In this connection, the Committee would alert the Commission to the fact that the Recommendation of 25 May 1994 does not refer to the possibility of changing legal status from incorporated company to a partnership. This omission needs to be rectified, all the more so since the two-way change of status is considered in the Communication on the transfer of businesses of 23 July 1994.

2.3.6. The Commission ought, therefore, to look at the possibility of setting a ceiling at national level on the tax rate applied to industrial and commercial revenues, making no distinction between different legal types of firms. Other approaches, taking into account differences between national systems and policies, could be considered, such as tax treatment similar to that applied to investments in capital.

2.3.7. With a view to improving the financing situation of SMEs and encouraging them to achieve self-financing, Member States should exchange information on the problem of double taxation of income which arises when, first of all, a company's profits are taxed at a proportional rate and secondly, its distributed profits are taxed at progressive income tax rates. Information should also be exchanged on the double taxation of wealth. In this context, the Committee would urge the Commission to press ahead with its endeavours to reach decisions on double taxation.

2.4.

Fiscal treatment of venture capital

2.4.1. In discussing this part of the Communication, the question to be addressed is the suitability of venture capital for SMEs as a whole. In this connection, reference should be made to the Committee's Opinion on the Communication from the Commission on the financial problems experienced by small- and medium-sized enterprises of 6 July 1994 ().

On the one hand, it should be kept in mind that the overwhelming majority of EU SMEs employ fewer than ten workers. This fact, whilst in no way detracting from their ability to create jobs, raises the question, particularly in the light of the nature and scope of their activities, as to how far this form of finance is really suitable for them, especially if they lack the status of incorporated businesses.

On the other hand, however, SMEs' powers of innovation and expansion, sometimes in areas offering little prospect of early profitability, should be borne in mind. In this case, appropriate forms of venture capital financing should be available. Thus, the question of transparency in matters relating to risk capital takes on considerable importance, and, placed in the context of trans-frontier business, could be dealt with in a Recommendation.

2.4.2. The Committee thus agrees that ways of making the best use of venture capital funds should be examined further, bearing in mind the cross-border aspect and the existing systems of taxation in France and the United Kingdom as described in the Communication.

2.5.

Administrative burdens and permanent establishments

2.5.1. The problem of the 'administrative complexity' of taxation is far broader than the administrative and tax burdens of operating across borders. Except for firms which are based in frontier regions and which, as a result of EU integration, are extending their activities to a neighbouring country or countries, the majority of SMEs operate - and will continue to operate - purely within their own local area or region.
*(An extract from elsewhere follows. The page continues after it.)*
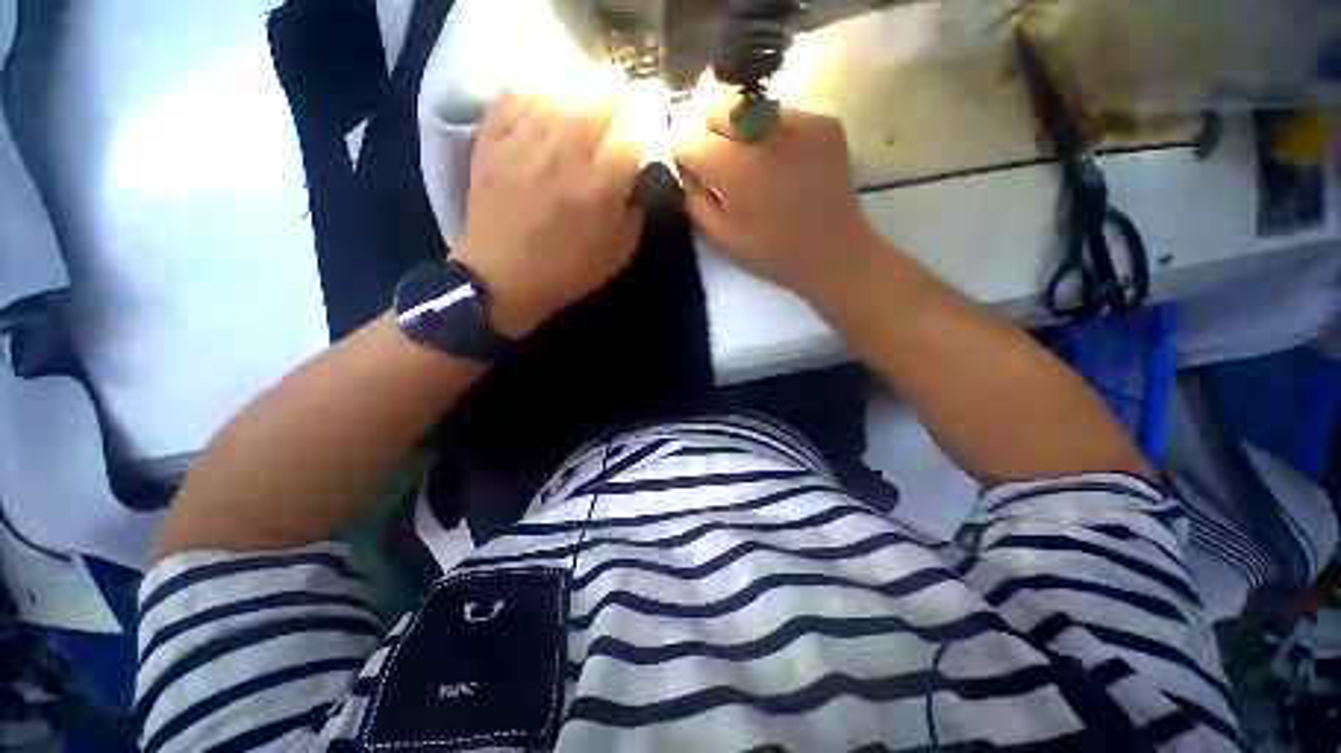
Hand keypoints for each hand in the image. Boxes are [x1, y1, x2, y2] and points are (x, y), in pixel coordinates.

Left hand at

2.5.2. In its analysis of the impact of formalities and tax burdens on SMEs operating across borders, the Commission is right to stress the problem of permanent establishment. The various aspects of this, including tax treatment, need elucidation.

2.5.3. The expression 'permanent establishment' is always used in bilateral conventions intended to prevent the double taxation of income and assets. In this case it means the long-term base from which the firm does most or all of its business.

Under the OECD's model convention, a construction or installation site becomes a permanent establishment, subject to tax in the state in which it is located, after twelve months. Some bilateral conventions provide for a shorter period.

2.5.4. Many SMEs, particularly in the construction sector, operate in frontier regions straddling the (theoretically non-existent) frontier, without having a 'permanent establishment'. They keep their headquarters in their country of origin, where they are subject to taxes on profits.

2.5.5. Although the issue of permanent establishments is worth investigating with a view to extending SMEs' activities in other Member States, the various forms of establishment should be examined in detail.

Where a firm establishes a subsidiary or a branch - specific legal concepts - the problems involved in carrying out their activities, inter alia which tax arrangements to apply, should not give rise to difficulties.

When operations are based on the concept of a permanent establishment, it is a different matter, owing to the wide range of situations as regards tax liability arrangements, eligibility for any tax concessions or other benefits granted to firms established in the 'host' country, social security schemes, etc.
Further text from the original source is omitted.